The Internet has enabled the cost of the production and distribution of ideas and information to plummet nearly to zero-resulting in an explosion of ideas and a low cost of collaboration. This has prompted a great deal of innovation, but also a complexity, speed and capacity for amplification that makes the world a difficult and dangerous place for many organizations and human-made systems designed for a slower and simpler era.
The cost of planning, predicting and managing rapidly changing, complex systems often exceeds the cost of actually doing whatever is being planned and managed. In fact, it can be often easier to try something and iterate than to try to predict the outcome and manage the risks. Most great ideas as well as dramatic failures have been unpredictable and are only obvious in hindsight. (Don't get me wrong: foreknowledge and planning are useful and, often, necessary; they're just not sufficient.)

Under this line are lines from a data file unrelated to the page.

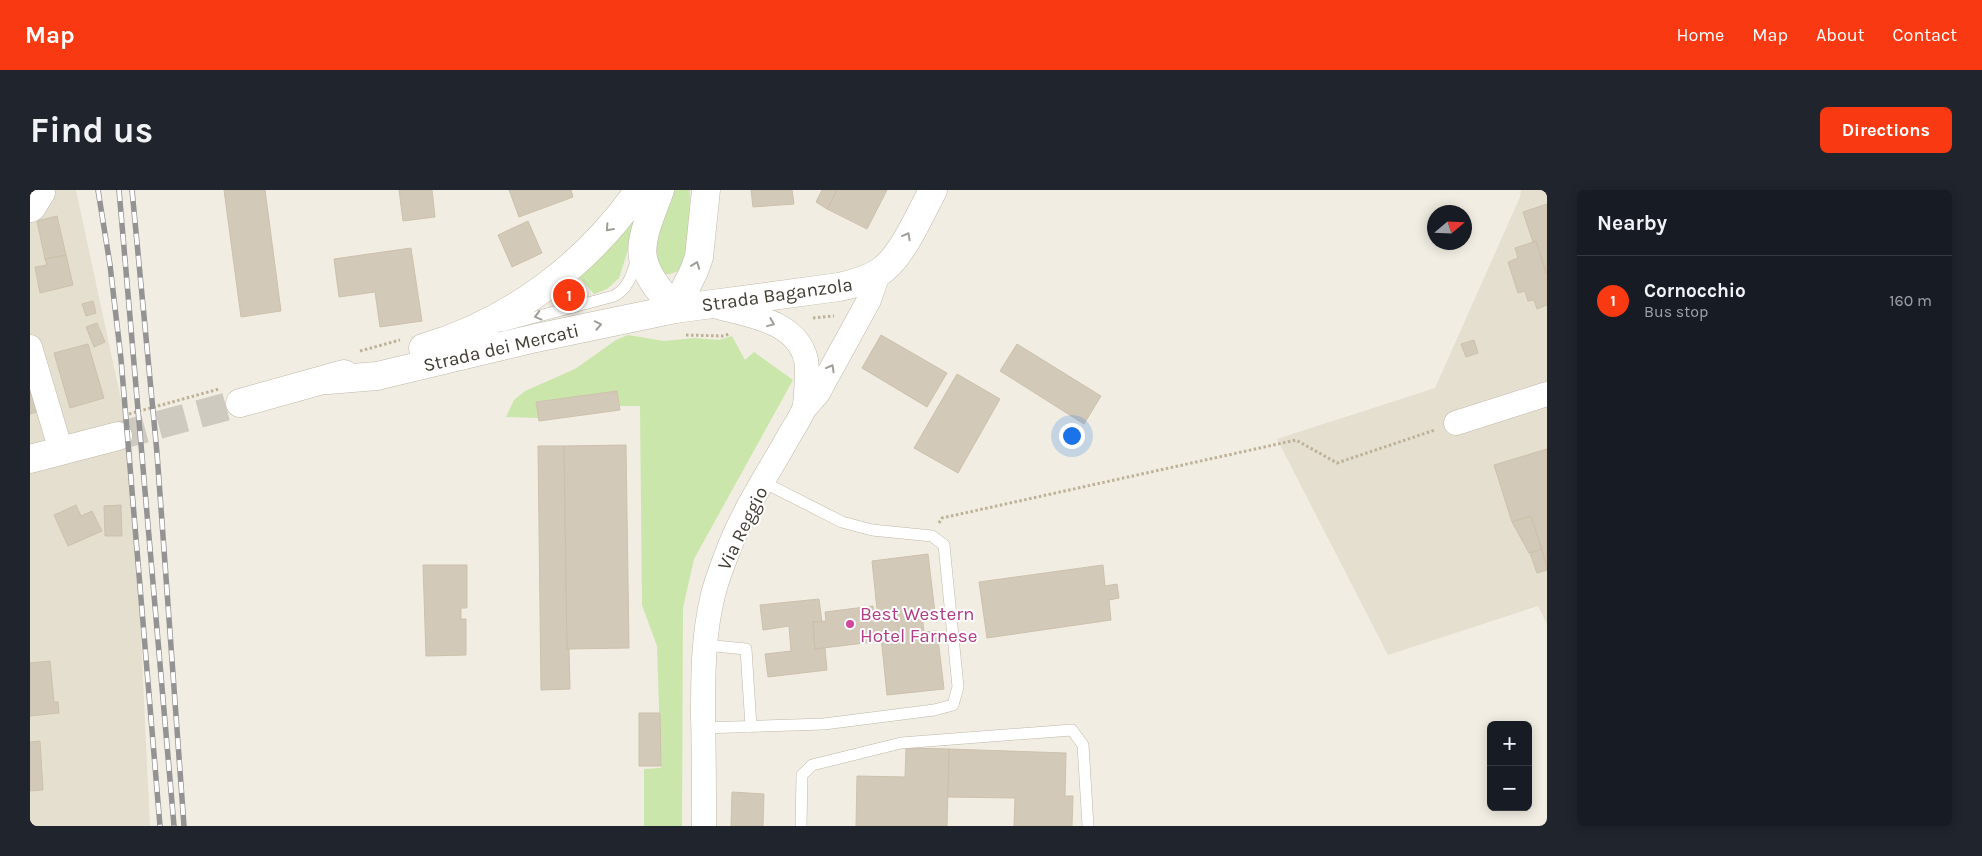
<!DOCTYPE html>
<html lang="en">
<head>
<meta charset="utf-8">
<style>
  body { margin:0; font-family:Karla,sans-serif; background:#20242c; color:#f1f3f6 }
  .controls { position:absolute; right:15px; bottom:15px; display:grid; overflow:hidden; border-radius:8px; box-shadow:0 2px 12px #0003 }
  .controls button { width:45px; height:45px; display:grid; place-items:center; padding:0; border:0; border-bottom:1px solid #363941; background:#171b24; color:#f1f3f6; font:25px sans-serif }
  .compass { position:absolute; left:1397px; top:15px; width:45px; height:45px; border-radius:50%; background:#171b24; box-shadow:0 2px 12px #0003; rotate:71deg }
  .you { position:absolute; left:1041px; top:245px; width:18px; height:18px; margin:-12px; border:4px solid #fff; border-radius:50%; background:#1a73e8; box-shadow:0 0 0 8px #1a73e833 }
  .badge { display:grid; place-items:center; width:32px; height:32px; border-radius:50%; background:#f93911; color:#fff; font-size:16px; font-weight:700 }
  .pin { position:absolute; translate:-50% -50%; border:2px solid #fff; box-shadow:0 1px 5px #0006 }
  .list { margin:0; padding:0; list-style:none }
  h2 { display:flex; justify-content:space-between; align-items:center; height:65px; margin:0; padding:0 20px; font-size:21px }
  h2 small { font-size:16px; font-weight:400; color:#9ea1a6 }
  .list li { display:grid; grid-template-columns:32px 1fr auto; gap:15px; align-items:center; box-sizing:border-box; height:90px; padding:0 20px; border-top:1px solid #363941 }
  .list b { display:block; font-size:19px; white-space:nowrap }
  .list p { margin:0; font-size:16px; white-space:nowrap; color:#9ea1a6 }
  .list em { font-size:16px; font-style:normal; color:#9ea1a6 }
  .map { position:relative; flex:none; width:1517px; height:636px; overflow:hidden; border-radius:8px }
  header { display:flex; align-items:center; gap:30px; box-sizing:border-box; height:70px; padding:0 25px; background:#f93911; color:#fff }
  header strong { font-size:24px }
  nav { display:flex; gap:28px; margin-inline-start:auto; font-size:18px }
  .intro { display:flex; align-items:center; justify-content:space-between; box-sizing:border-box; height:120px; padding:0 30px }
  h1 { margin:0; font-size:35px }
  .button { padding:12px 22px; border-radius:8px; background:#f93911; color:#fff; font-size:18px; font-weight:700 }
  main { display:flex; gap:30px; padding:0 30px }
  aside { flex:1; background:#171b24; border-radius:8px; box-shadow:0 2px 12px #0003 }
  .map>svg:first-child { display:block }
</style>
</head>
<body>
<header>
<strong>Map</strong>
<nav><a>Home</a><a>Map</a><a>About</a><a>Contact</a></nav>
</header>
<div class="intro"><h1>Find us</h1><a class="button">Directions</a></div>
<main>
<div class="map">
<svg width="1517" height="636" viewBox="0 0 1517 636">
  <rect width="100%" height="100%" fill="#f1ede2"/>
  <path fill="#e5dfd0" d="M0,0H46L102,261L120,636H0Z
    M1491,0H1517V434L1508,416L1358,465L1247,249L1405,198L1490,7Z"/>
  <path fill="#cae6aa" d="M640,0H660L659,65L651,80L640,84H633L622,61Z
    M610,22L589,88L577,99L564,104L548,86Z
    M598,145L634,151L665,148L689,150L702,146L715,170L724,162L763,190L664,369L653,418L652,636H614V579L631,578L627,456L612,415L610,216H589L587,201L506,212L508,228L476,227L484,210L495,201L545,179L586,150Z"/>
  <path fill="#d2c9b8" stroke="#cdc1ab" d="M194,0H235L251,121L211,127Z
    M369,0H402L405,27L373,31Z
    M479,0H541L543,7L489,27Z
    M721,0H762L764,14L723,17Z
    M792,0H807L797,19L786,12Z
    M807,0H857L837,39L797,19Z
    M1517,14V84H1516L1506,51L1503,52L1493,22Z
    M27,26L36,65L15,69L7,31Z
    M498,31L512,63L482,77L468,45Z
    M1506,51L1517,84V115L1507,119L1504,110L1498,111L1495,101L1488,103L1478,72L1488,68L1485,58Z
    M381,58L392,131L350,137L345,102L309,107L304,69Z
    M36,65L43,95L10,103L5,77L17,75L15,69Z
    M63,111L66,123L56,126L52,114Z
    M67,133L75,152L64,157L56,137Z
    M851,145L917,183L897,217L832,178Z
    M1444,150L1448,163L1436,167L1431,154Z
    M58,154L74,208L40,218L24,163Z
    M987,154L1071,206L1054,234L970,181Z
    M927,184L970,209L928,283L884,258Z
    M7,200L14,220L0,224V202Z
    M587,201L590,220L509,231L506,212Z
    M596,255L599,458L537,459L534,256Z
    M508,256H534L537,459H539L540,499L511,500Z
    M1517,259V376L1501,326L1482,332L1464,275Z
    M46,315L51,326L62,321L72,341L38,356L24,325Z
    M91,315L92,346H75L74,316Z
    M1501,326L1512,359L1499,363L1482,332Z
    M1512,359L1517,380L1507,383L1500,363Z
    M898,364L905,423L892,424L894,442L907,441L914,499L857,505L851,447L869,445L867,427L848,429L842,371Z
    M393,375H437V418H431V429H436V465L396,466Z
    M1073,375L1075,396L1087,394L1089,408L1079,410L1081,430L957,448L949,392Z
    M789,409L792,432H783L785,459L795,458L797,480L738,487L735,464L761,461L759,436L733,440L730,415Z
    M843,416L844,425H848V429L867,427L869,445L851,447V451L785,459L783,432L796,431L795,422Z
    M20,471L24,512H28L29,523L0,526V473Z
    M609,523H630L631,576H609Z
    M10,551L13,600L0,601V552Z
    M876,558L919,559L917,636H826L827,586L875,587Z
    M919,559L1036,563L1035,606H1043L1042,636H984L985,608L918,607Z
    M702,602L734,604L733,636H701Z"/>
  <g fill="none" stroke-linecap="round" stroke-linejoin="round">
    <path stroke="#cecabf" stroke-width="28" stroke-dasharray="28 14" stroke-linecap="butt" d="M88,246L210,213"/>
    <g stroke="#bfb8a8" stroke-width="12">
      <path id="service" d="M472,136L584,106C599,98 602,84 607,68
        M675,455L716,459L721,537
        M673,538L794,534L904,520L923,515L928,497L914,355L902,346L842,340L812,332L733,292
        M771,636L772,585L782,575L871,553L1042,540L1053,555L1058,636"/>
    </g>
    <g stroke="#bfb8a8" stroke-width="25">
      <path id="minor" d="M0,20L3,19L13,3L12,0
        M0,157L31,261
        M774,219L788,203L839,110L848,84
        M1426,233L1517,204
        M674,636C674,599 674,563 673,526C673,486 673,445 683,405C686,392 691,379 696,366C710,327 733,291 754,255C760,243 769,231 774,219C776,213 778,177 776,170C767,130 716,125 684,116"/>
    </g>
    <g stroke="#bfb8a8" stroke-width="29">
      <path id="tertiary" d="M630,0C608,59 600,68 645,119
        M645,119L664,81L669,67L676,0
        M393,158C481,132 557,75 609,0
        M298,190L347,186L506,148L645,119L809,97C822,94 836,91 848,83C871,70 890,24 903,0
        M210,213L314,184
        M0,269L88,246"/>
    </g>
    <path stroke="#beb196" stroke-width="3" stroke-dasharray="2.5 2.5" stroke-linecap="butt" d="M783,128L804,126
      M656,145L692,146L700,144
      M330,161L370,150
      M99,224L189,199
      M909,333L912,328L1266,250L1307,273L1405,240"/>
    <use href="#service" stroke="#fff" stroke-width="11"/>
    <use href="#minor" stroke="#fff" stroke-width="24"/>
    <use href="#tertiary" stroke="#fff" stroke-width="28"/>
    <g stroke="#939393" stroke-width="5.5">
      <path id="rail" d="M68,0L80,75L91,169L130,636
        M89,0L144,636
        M102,0L127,263L154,636"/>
    </g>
    <use href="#rail" stroke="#fff" stroke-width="4" stroke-dasharray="11" stroke-linecap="butt"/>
  </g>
  <defs><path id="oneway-chevron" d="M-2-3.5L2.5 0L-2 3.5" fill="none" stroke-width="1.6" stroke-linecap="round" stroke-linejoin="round" transform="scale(1.25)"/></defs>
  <g stroke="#a09e99">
    <use href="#oneway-chevron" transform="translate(579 38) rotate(132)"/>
    <use href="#oneway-chevron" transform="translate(877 46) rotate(-61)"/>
    <use href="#oneway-chevron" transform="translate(666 75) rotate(-70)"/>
    <use href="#oneway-chevron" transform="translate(508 126) rotate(165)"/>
    <use href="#oneway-chevron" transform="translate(741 133) rotate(22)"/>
    <use href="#oneway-chevron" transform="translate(568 135) rotate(-11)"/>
    <use href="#oneway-chevron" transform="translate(801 178) rotate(-61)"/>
  </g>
  <circle fill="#d1479c" stroke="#fff" stroke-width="2" cx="820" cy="434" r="5"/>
  <g text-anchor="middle" stroke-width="4" stroke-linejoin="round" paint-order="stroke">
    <g font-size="19" fill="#423d33" stroke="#fff">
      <text transform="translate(747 104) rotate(-8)" y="7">Strada Baganzola</text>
      <text transform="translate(471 157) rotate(-13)" y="7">Strada dei Mercati</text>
      <text transform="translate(712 338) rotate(-64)" y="7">Via Reggio</text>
    </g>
    <g font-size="19" fill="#b23c85" stroke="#fff" text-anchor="start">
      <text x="830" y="430">Best Western<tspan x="830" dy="22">Hotel Farnese</tspan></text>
    </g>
  </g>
</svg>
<div class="controls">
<button>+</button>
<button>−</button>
</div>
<svg class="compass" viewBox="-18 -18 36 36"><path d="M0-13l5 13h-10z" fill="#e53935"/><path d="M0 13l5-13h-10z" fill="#9ea1a6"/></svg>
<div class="you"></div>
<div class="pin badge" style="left:539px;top:105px">1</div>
</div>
<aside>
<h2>Nearby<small></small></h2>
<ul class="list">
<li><span class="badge">1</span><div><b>Cornocchio</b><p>Bus stop</p></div><em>160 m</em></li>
</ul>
</aside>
</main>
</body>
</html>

In such a world, leadership hinges on the ability to master a broad set of skills and character traits necessary for fostering a robust system, including courage, flexibility, speed, values and a strong vision and trajectory. It's more important to have a strong compass than a detailed street map since the map is probably outdated and wrong.
These kinds of decentralized models of leadership have been evolving and emerging in a variety of situations ranging from battle (virtual and real) to religions. The Internet has just super-charged the importance of this type of leadership in almost every organization.
Managers in large corporations no longer have the promise of promotions and long-term employment to keep employees obedient and hard working. Central corporate R&D and planning organizations can no longer provide detailed maps of the world to their staff and partners. Innovation is happening in the most unlikely parts of the organization-often outside of the organization.
Leadership today is about empowering those around you share your vision, embrace serendipity, have the courage to take risks and learn from failure rather than be crushed by it. Diversity must be embraced and organizational borders made porous. Assets such as intellectual property and lines of software code must not prevent aggressive agility. Organizations must be willing and able to pivot away from attachment to such assets lest these assets become liabilities holding back innovation and progress.
In this new world, leaders must be courageous, visionary and comfortable in an environment where control and complete knowledge are impossible and their pursuit futile and counterproductive.